» Instructions for the task
For the data below, report the number of lines that contain the string "junctions" and nothing else.

» Saved data entries
____
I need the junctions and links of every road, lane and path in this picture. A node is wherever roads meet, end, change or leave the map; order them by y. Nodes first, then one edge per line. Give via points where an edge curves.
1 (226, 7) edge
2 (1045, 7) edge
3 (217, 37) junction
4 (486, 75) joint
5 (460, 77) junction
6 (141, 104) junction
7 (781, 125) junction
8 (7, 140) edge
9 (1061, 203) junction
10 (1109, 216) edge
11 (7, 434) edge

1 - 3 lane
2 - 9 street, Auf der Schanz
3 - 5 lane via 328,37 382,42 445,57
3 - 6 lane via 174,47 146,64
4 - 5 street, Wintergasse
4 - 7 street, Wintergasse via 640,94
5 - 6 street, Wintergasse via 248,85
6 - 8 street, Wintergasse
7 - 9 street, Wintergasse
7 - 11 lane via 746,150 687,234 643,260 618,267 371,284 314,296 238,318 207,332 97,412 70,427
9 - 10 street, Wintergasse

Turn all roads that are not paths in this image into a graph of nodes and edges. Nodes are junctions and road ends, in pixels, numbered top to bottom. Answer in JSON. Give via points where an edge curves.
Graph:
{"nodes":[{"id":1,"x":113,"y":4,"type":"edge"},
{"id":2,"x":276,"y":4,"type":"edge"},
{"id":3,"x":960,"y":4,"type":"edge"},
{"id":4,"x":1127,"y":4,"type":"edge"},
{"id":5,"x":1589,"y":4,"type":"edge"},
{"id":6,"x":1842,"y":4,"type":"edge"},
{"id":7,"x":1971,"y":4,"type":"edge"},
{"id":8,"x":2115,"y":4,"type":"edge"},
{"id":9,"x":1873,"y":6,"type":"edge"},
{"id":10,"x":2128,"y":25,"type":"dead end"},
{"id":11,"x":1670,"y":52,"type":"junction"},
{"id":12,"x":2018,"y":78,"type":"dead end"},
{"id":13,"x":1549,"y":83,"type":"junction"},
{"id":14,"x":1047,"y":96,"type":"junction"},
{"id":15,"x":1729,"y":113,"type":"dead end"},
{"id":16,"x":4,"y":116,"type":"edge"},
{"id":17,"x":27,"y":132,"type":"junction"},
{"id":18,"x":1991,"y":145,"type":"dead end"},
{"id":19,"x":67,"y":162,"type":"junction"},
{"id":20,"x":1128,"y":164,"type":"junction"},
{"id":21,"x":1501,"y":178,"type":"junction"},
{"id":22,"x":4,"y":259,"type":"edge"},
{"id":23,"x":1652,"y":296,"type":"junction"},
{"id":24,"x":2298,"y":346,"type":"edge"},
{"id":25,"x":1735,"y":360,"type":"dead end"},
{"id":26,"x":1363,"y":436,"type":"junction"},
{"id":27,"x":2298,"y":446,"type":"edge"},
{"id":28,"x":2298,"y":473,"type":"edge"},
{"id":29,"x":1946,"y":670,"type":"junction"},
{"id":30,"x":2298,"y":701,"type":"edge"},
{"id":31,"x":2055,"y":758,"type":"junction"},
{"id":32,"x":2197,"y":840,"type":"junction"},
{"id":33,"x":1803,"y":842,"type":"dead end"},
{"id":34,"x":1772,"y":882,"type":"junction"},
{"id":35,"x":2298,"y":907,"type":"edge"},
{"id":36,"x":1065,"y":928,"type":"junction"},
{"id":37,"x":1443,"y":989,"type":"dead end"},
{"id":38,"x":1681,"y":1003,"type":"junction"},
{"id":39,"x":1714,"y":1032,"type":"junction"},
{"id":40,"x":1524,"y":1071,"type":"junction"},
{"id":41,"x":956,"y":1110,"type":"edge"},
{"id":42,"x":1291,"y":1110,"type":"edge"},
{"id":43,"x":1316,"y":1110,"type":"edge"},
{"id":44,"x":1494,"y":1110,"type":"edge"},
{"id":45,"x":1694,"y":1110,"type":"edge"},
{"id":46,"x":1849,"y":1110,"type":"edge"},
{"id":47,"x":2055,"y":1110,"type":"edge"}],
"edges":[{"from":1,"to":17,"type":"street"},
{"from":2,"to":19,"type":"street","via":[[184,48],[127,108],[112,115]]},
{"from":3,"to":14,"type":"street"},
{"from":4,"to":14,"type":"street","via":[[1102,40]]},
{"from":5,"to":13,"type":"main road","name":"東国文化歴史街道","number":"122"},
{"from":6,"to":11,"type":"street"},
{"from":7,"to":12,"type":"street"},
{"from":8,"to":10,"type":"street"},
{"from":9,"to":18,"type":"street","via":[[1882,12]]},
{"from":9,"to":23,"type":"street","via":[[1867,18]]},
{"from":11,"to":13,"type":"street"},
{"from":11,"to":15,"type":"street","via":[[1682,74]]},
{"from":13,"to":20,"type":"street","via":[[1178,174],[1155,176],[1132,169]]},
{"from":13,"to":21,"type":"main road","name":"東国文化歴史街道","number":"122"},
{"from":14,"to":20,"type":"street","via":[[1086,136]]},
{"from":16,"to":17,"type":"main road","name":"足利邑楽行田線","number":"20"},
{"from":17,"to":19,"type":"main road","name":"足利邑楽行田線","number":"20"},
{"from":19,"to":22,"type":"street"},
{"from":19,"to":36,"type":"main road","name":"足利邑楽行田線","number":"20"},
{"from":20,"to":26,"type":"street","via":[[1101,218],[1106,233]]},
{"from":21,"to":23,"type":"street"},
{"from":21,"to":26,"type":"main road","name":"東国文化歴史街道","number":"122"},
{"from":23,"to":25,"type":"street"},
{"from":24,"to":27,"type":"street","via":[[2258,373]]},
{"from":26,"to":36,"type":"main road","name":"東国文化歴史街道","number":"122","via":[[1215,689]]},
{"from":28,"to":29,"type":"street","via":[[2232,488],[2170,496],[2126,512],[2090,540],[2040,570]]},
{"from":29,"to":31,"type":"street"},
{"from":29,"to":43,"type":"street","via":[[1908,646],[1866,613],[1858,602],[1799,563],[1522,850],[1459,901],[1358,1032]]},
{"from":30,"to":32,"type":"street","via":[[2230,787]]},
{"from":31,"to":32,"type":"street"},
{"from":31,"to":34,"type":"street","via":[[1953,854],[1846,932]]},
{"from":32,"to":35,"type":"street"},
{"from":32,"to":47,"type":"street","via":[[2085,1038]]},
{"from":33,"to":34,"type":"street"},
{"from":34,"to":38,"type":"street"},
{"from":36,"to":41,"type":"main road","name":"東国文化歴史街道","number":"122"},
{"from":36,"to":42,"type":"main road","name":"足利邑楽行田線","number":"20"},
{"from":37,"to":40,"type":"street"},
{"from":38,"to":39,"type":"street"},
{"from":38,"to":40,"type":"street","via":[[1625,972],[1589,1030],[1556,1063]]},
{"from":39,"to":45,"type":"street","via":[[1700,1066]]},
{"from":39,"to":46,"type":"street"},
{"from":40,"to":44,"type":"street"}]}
____
» Response box
2